After the sale of the resort, Quiros and Stenger brought in more than $350 million in investor funds through the EB-5 program before federal regulators caught up with them years later.
They had built hotels and three condo complexes at Jay Peak, purchased Burke Mountain, where another hotel was built, and raised $67 million for a biomedical facility in Newport that never got off the ground.
In April 2016, according to court filings, the Securities and Exchange Commission alleged that Quiros and Stenger misused $200 million of the EB-5 money raised for the projects. Both Quiros and Stenger later reached monetary settlements with the SEC, with Quiros agreeing to surrender $81 million in assets, including both Jay Peak and Burke Mountain ski resorts.
The resort and other properties tied to development projects led by Stenger and Quiros went into receivership in April 2016 when the Securities and Exchange Commission brought its civil case against the two men, and a slew of lawsuits from upset investors followed.

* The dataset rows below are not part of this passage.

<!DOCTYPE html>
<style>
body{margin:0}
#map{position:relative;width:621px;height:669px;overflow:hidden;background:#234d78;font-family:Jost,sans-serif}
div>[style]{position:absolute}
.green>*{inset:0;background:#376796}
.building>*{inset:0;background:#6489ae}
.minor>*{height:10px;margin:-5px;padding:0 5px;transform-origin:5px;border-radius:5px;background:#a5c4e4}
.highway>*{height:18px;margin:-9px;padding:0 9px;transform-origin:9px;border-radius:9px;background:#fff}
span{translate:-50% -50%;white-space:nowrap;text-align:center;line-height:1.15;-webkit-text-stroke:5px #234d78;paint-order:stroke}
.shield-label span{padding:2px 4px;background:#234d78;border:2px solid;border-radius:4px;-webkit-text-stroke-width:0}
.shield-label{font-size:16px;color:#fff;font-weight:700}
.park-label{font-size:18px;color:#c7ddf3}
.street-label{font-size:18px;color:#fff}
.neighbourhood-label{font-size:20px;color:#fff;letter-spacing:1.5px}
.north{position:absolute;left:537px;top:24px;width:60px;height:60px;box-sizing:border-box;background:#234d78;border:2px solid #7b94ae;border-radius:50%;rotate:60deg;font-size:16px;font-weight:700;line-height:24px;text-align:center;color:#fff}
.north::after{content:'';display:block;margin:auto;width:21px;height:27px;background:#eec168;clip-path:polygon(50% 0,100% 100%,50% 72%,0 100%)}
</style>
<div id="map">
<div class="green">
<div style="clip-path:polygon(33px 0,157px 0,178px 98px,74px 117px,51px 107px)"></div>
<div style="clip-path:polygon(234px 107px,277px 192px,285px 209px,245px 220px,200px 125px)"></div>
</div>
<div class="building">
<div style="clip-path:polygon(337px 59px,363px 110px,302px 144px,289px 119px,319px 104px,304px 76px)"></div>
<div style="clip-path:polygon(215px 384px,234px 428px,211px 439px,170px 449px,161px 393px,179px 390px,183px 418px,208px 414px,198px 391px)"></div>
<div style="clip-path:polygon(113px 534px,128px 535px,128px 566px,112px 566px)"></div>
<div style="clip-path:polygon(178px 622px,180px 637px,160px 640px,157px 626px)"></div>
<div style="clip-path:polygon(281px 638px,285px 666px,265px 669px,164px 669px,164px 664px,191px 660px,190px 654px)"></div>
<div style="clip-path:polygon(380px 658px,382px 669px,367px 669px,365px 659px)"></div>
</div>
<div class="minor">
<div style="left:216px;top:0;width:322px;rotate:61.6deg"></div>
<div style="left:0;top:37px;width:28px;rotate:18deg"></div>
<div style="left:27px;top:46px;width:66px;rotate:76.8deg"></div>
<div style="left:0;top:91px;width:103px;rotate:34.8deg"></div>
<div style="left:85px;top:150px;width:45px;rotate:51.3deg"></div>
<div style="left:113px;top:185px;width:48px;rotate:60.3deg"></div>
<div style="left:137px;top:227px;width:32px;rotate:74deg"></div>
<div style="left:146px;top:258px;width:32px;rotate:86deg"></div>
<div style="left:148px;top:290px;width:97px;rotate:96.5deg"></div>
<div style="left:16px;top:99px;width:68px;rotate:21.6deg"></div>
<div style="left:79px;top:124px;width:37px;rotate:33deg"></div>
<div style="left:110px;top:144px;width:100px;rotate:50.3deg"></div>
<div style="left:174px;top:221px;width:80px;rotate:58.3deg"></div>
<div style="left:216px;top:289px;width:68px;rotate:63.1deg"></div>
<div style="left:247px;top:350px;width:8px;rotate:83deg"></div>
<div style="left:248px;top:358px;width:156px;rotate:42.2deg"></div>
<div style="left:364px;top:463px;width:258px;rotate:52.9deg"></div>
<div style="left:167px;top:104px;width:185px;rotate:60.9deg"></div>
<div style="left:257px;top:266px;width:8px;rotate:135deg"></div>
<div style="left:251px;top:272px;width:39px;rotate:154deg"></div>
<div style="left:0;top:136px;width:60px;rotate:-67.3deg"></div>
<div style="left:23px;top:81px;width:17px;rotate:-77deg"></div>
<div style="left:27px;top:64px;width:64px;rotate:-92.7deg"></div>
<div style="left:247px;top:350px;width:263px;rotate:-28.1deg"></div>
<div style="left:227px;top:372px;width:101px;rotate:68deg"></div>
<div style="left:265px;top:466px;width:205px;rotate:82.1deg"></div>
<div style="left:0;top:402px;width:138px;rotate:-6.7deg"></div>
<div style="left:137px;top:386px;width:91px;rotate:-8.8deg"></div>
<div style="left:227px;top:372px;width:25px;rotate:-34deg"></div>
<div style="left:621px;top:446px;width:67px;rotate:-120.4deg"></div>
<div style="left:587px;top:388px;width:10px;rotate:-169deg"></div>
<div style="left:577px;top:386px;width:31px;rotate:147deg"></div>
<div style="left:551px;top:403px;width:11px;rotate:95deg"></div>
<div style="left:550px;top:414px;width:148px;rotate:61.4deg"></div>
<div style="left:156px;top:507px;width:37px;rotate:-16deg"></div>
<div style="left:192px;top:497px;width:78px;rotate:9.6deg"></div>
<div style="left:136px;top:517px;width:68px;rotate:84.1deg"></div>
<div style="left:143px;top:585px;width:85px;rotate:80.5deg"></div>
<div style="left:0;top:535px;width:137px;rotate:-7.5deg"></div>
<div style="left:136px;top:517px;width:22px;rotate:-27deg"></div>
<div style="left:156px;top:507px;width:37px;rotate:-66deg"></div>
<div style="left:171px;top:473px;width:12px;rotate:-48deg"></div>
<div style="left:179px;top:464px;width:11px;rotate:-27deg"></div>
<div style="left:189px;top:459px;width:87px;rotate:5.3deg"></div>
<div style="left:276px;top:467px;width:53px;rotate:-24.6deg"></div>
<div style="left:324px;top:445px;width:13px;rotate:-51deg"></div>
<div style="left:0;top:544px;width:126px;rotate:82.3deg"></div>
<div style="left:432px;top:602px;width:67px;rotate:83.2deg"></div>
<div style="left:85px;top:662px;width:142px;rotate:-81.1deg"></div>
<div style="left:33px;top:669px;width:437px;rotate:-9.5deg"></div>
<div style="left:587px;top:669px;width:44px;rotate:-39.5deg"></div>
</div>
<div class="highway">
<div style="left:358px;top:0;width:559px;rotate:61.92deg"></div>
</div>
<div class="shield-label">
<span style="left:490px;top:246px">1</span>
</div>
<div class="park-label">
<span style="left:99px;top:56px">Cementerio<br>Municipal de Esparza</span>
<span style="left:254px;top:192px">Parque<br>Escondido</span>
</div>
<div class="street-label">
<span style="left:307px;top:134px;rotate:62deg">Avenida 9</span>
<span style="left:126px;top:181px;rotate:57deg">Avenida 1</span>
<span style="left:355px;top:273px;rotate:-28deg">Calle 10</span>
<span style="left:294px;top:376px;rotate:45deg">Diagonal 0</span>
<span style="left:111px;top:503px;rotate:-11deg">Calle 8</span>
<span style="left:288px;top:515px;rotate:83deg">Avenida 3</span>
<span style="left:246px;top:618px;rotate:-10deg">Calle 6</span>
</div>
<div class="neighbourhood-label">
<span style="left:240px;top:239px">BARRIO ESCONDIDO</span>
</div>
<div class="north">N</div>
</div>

In May 2019, federal prosecutors brought criminal charges against Quiros and Stenger and two of their associates in connection with the failed biomedical facility project in Newport, known as AnC Bio Vermont, and termed by regulators “nearly a complete fraud.”
Quiros has since reached a plea deal in that case and is awaiting sentencing. Stenger has maintained his innocence and is set to stand trial in the fall.